++++ Dataset entries ++++

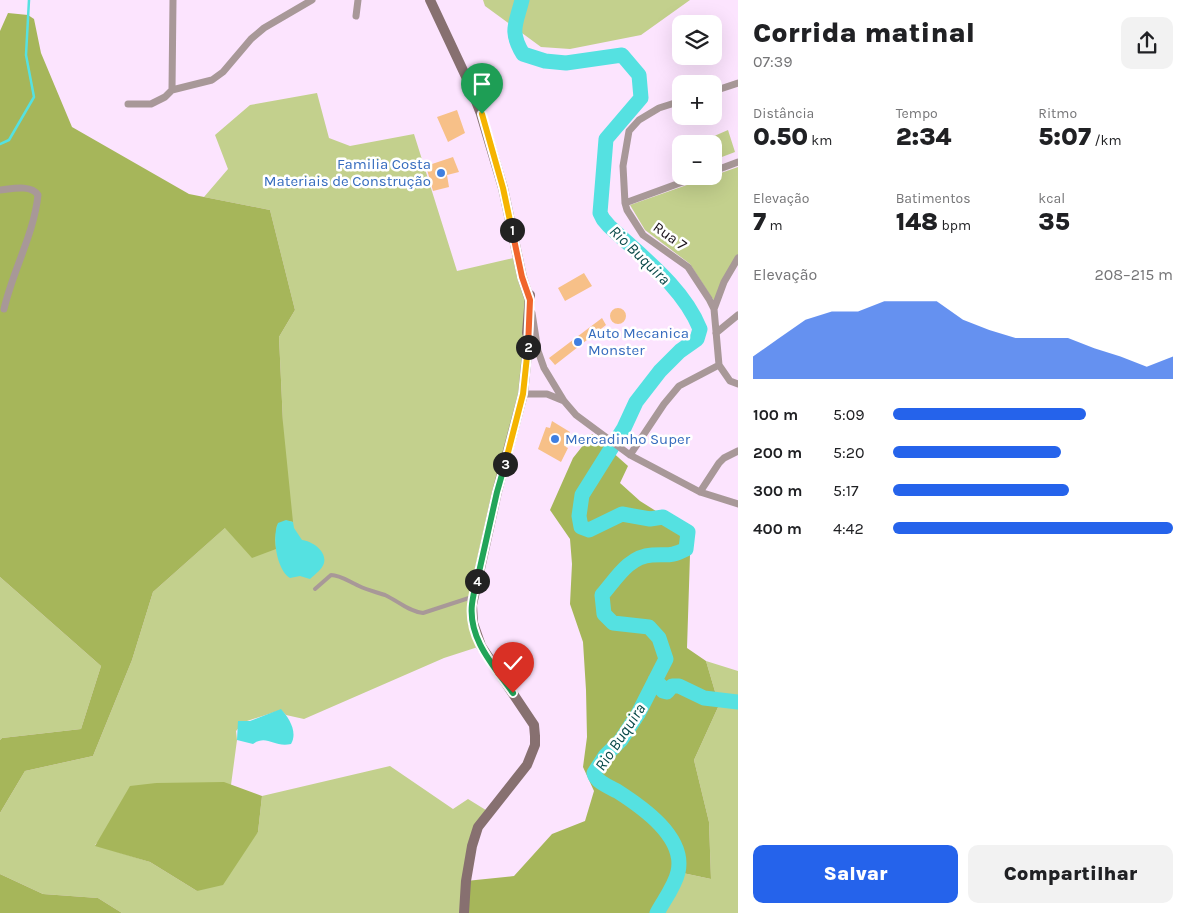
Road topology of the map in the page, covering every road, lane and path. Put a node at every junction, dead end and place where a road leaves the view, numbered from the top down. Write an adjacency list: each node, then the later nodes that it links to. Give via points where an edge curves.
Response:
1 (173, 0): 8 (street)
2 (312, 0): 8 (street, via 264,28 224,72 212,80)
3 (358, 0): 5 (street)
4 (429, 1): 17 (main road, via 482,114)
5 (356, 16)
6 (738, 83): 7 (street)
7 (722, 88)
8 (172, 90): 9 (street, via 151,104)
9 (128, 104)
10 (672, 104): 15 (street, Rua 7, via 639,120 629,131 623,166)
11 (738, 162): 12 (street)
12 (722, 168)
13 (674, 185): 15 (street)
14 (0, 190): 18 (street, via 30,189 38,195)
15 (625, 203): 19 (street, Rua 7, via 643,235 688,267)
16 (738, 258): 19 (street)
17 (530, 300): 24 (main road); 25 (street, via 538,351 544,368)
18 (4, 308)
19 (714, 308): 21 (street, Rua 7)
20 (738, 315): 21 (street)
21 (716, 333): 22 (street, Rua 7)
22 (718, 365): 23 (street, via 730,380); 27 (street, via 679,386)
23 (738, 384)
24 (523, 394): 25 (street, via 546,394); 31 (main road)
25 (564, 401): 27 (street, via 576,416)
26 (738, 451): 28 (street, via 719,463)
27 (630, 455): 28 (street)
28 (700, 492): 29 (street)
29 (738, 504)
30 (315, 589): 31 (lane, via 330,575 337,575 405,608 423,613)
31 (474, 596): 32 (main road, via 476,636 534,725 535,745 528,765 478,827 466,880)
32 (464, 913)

++++
++++ Dataset entries ++++

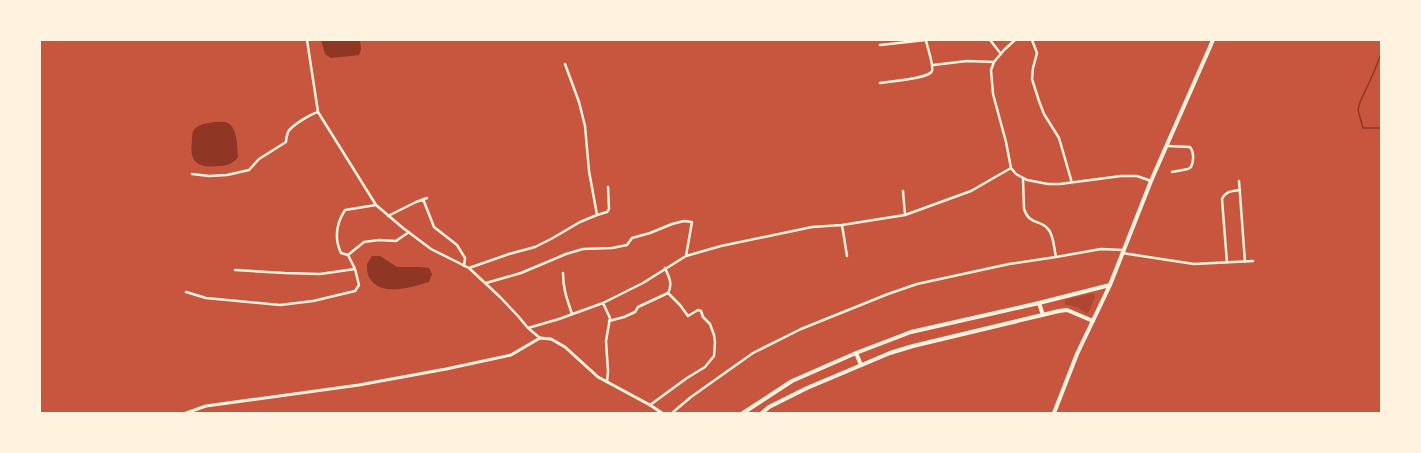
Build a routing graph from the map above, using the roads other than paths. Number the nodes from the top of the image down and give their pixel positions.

++++
++++ Dataset entries ++++

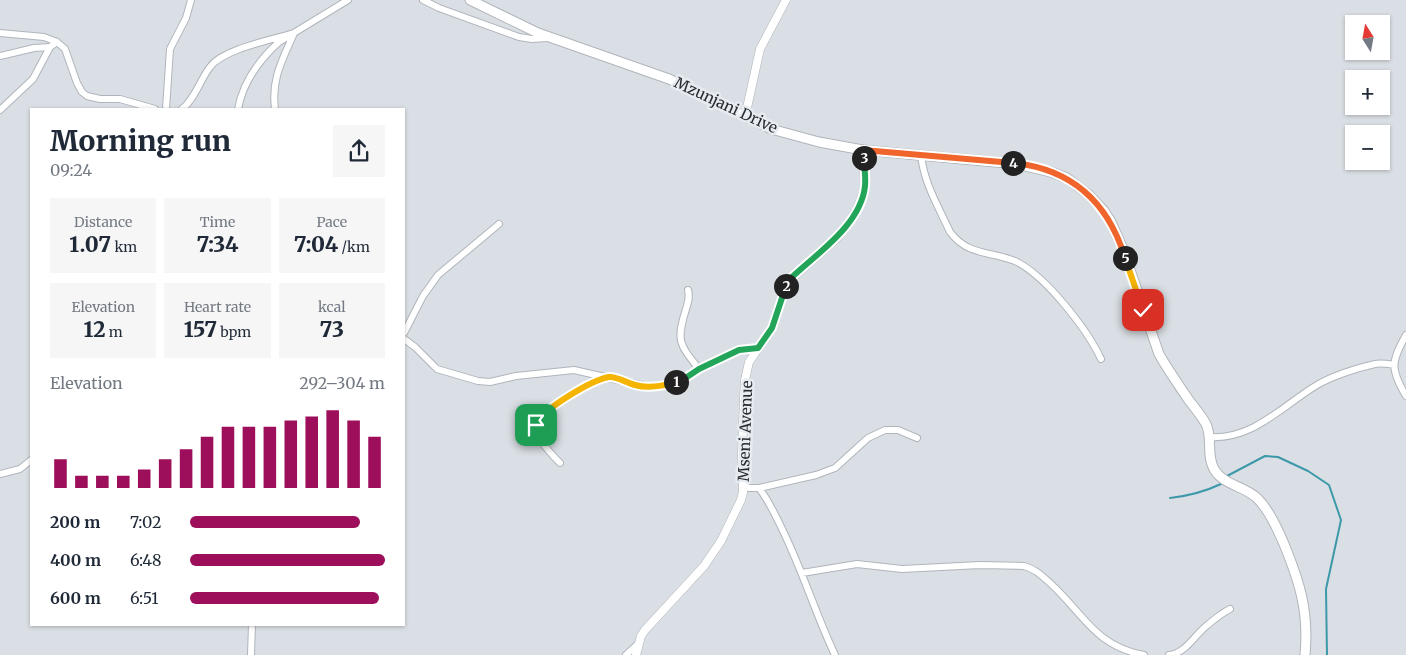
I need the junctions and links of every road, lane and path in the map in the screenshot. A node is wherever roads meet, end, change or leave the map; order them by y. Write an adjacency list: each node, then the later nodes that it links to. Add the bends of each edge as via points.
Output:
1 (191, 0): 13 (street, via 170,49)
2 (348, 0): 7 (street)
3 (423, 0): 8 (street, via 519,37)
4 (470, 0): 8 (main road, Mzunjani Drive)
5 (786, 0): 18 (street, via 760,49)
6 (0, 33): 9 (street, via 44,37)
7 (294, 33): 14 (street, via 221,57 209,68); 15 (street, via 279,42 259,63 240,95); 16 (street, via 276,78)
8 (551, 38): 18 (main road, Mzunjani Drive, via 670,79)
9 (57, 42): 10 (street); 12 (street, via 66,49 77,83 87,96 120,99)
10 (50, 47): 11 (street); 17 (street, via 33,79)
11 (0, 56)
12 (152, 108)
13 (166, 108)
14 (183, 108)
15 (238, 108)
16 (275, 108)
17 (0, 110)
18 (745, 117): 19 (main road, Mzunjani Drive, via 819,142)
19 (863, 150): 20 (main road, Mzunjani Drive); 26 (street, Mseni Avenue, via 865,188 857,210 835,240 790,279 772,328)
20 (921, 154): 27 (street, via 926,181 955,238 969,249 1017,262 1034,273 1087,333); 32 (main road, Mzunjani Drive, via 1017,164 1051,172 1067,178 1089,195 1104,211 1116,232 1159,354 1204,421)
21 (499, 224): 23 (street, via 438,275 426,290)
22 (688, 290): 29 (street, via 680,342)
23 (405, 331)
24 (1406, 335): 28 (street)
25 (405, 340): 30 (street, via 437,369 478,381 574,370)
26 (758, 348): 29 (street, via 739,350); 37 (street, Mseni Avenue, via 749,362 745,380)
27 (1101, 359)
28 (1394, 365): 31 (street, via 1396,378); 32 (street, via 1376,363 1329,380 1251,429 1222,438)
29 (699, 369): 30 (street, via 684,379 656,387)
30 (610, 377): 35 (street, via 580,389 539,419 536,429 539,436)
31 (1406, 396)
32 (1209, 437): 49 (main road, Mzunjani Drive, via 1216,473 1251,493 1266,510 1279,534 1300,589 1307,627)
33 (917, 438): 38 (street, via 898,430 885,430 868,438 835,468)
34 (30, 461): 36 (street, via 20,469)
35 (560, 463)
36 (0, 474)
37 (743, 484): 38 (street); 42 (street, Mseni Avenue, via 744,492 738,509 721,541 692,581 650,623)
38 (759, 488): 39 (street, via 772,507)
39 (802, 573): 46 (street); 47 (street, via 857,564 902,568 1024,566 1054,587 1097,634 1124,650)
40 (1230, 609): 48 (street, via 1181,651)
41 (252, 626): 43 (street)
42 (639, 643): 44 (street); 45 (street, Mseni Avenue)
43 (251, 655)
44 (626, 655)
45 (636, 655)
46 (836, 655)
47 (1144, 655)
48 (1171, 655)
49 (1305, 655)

++++

If a line in the entries above includes "edge", count it; report the total alone.

- _Solution_: 2